In terms of marketing, I do think brands that have a real point of view will perform better, because anything that is more functional content - lookbook imagery, product imagery, PDP imagery - AI can already emulate and do so effectively. Over time, that likely won’t be the point of differentiation. In a world where a lot of the more fundamental transactional, utility-driven aspects of a brand can be replicated perfectly by AI, brands should be using AI to streamline those areas so they can focus on everything else. In the same way, AI in general should be deployed to handle busy work and more utility-driven tasks, so that it frees us up to focus on bigger-picture thinking - building conviction and working through the higher-level questions.
As a side tangent, I often tell founders not to use AI to solve for taste. I think this is something a lot of people misunderstand. Some startups use AI in a way that helps them focus more on developing taste, while others try to use AI to actually solve for taste itself. For example, that’s where Suno, the AI music generation company, got into a lot of trouble. The founder said he built it to solve the problem of music production, and a lot of musicians pushed back on that idea, questioning whether music is even a “problem” to solve in the first place.

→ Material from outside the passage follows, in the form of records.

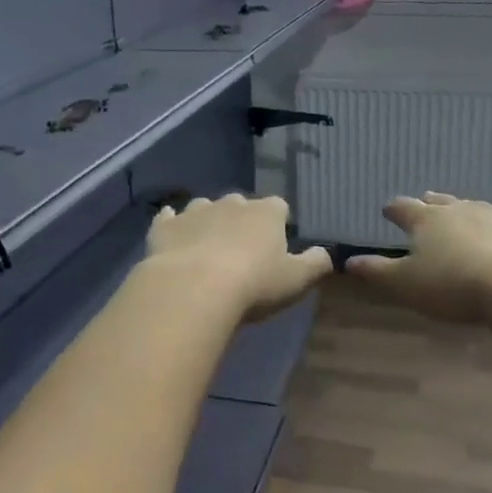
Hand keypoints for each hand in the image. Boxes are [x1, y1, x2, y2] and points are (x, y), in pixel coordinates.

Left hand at [145, 194, 333, 323]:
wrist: (193, 289)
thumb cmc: (253, 285)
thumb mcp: (297, 280)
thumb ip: (316, 264)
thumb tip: (326, 254)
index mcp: (266, 213)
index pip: (279, 208)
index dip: (279, 224)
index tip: (277, 244)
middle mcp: (231, 203)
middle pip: (241, 204)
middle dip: (242, 221)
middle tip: (242, 251)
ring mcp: (195, 211)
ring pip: (205, 208)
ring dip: (208, 221)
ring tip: (207, 247)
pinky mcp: (165, 226)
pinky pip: (169, 217)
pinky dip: (172, 223)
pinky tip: (171, 232)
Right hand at [346, 192, 491, 322]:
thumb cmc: (452, 285)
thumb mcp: (404, 284)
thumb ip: (377, 272)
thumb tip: (348, 261)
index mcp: (426, 220)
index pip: (403, 208)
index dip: (393, 210)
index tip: (387, 210)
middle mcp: (458, 210)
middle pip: (439, 202)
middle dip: (428, 203)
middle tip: (424, 202)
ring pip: (473, 207)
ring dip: (463, 210)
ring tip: (460, 213)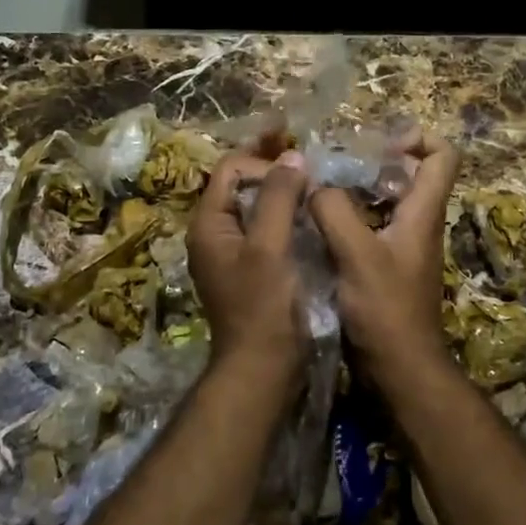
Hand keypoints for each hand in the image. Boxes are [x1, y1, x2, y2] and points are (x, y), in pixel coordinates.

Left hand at [187, 149, 309, 384]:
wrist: (263, 369)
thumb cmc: (263, 307)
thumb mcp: (269, 248)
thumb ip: (277, 198)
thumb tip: (292, 155)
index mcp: (209, 224)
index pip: (231, 169)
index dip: (264, 163)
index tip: (300, 175)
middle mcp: (216, 233)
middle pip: (242, 185)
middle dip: (274, 172)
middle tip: (311, 169)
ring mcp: (234, 252)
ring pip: (257, 207)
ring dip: (284, 194)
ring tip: (316, 188)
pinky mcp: (253, 268)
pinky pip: (268, 229)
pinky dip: (288, 217)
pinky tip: (312, 218)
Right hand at [307, 135, 458, 388]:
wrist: (400, 370)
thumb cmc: (385, 310)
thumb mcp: (356, 255)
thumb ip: (334, 211)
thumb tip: (314, 184)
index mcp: (423, 213)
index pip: (442, 155)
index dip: (418, 138)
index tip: (379, 142)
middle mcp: (418, 223)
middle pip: (410, 174)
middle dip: (375, 160)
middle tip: (335, 162)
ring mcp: (403, 246)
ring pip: (386, 200)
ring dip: (357, 189)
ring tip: (319, 187)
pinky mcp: (386, 266)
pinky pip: (371, 226)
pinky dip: (349, 216)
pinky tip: (318, 223)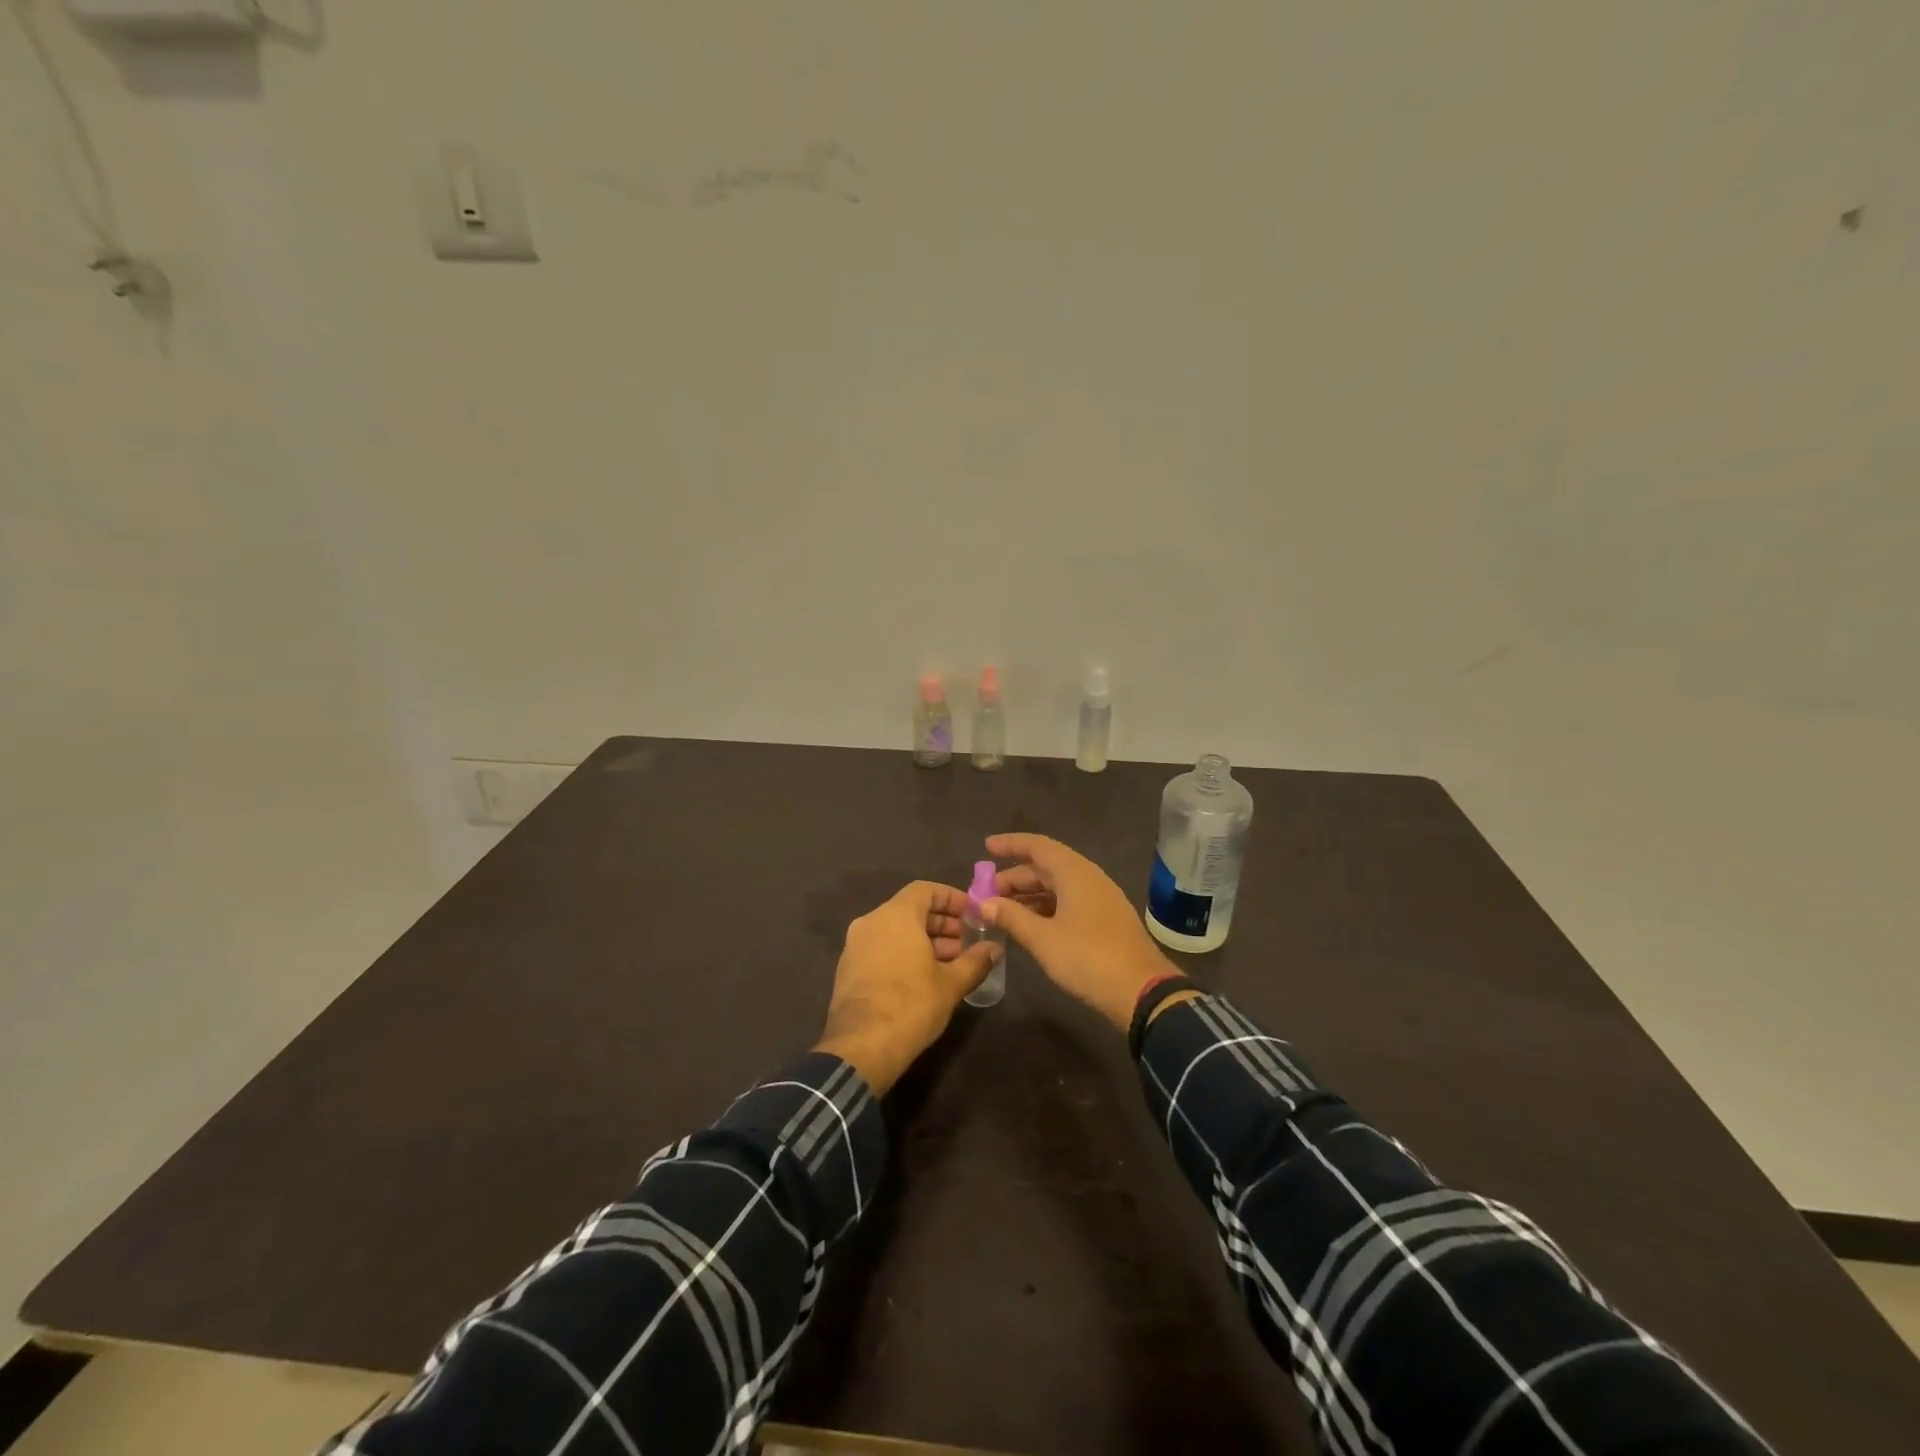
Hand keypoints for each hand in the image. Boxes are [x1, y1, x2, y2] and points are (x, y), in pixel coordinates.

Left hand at [815, 881, 1001, 1093]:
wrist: (861, 1048)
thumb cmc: (911, 1005)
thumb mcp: (951, 984)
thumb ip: (975, 961)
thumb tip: (995, 949)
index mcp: (895, 915)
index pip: (925, 889)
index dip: (952, 898)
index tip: (972, 914)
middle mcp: (871, 922)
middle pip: (910, 909)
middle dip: (941, 923)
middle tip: (967, 942)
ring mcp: (855, 945)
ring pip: (895, 930)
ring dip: (924, 940)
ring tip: (951, 963)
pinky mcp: (848, 968)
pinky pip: (881, 947)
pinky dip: (903, 953)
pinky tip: (924, 977)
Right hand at [981, 833, 1175, 1030]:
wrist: (1142, 991)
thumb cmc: (1088, 958)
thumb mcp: (1043, 939)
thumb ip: (1011, 917)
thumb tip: (982, 902)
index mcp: (1075, 873)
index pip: (1038, 847)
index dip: (1011, 844)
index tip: (987, 847)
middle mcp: (1089, 878)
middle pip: (1047, 867)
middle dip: (1015, 877)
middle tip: (986, 893)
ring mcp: (1101, 899)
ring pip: (1058, 886)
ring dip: (1030, 894)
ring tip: (1002, 910)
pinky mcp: (1106, 920)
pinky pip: (1069, 902)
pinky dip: (1046, 907)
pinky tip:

It reveals a very typical tech-founder mindset, where a lot of people in tech and VC are primarily focused on building things that generate value or make money, and in that process they look for “problems” to solve that may not actually be problems. In the pursuit of finding value at all costs, they often end up trying to solve things that aren’t really problems at all. Startups that try to “solve for taste” are not taking the right approach. That’s not the right problem to solve, because taste is something we should be defending and empowering - giving humans more time, bandwidth and space to focus on and cultivate.
There’s an aspect of taste where AI can emulate it, and that’s totally fine and that will always exist. But “solving for taste” isn’t the right framing, because taste, by definition, starts to touch on things that make us distinctly human: conviction, what we believe in, what we hold true. Good taste is developed through friction. To have good taste means you have to experiment. You have to, at some point, wear something and think, “Oh, this really doesn’t work,” or take a risk and have it not pay off. That’s how taste is formed. It’s a process, it’s a practice. So if AI streamlines everything and removes, or de-risks, the friction involved in developing taste - which is a constant state of experimentation, practice, and emulation - then it starts to feel like that’s not a problem worth solving, because it removes the very aspects of taste that make it meaningful and worthwhile.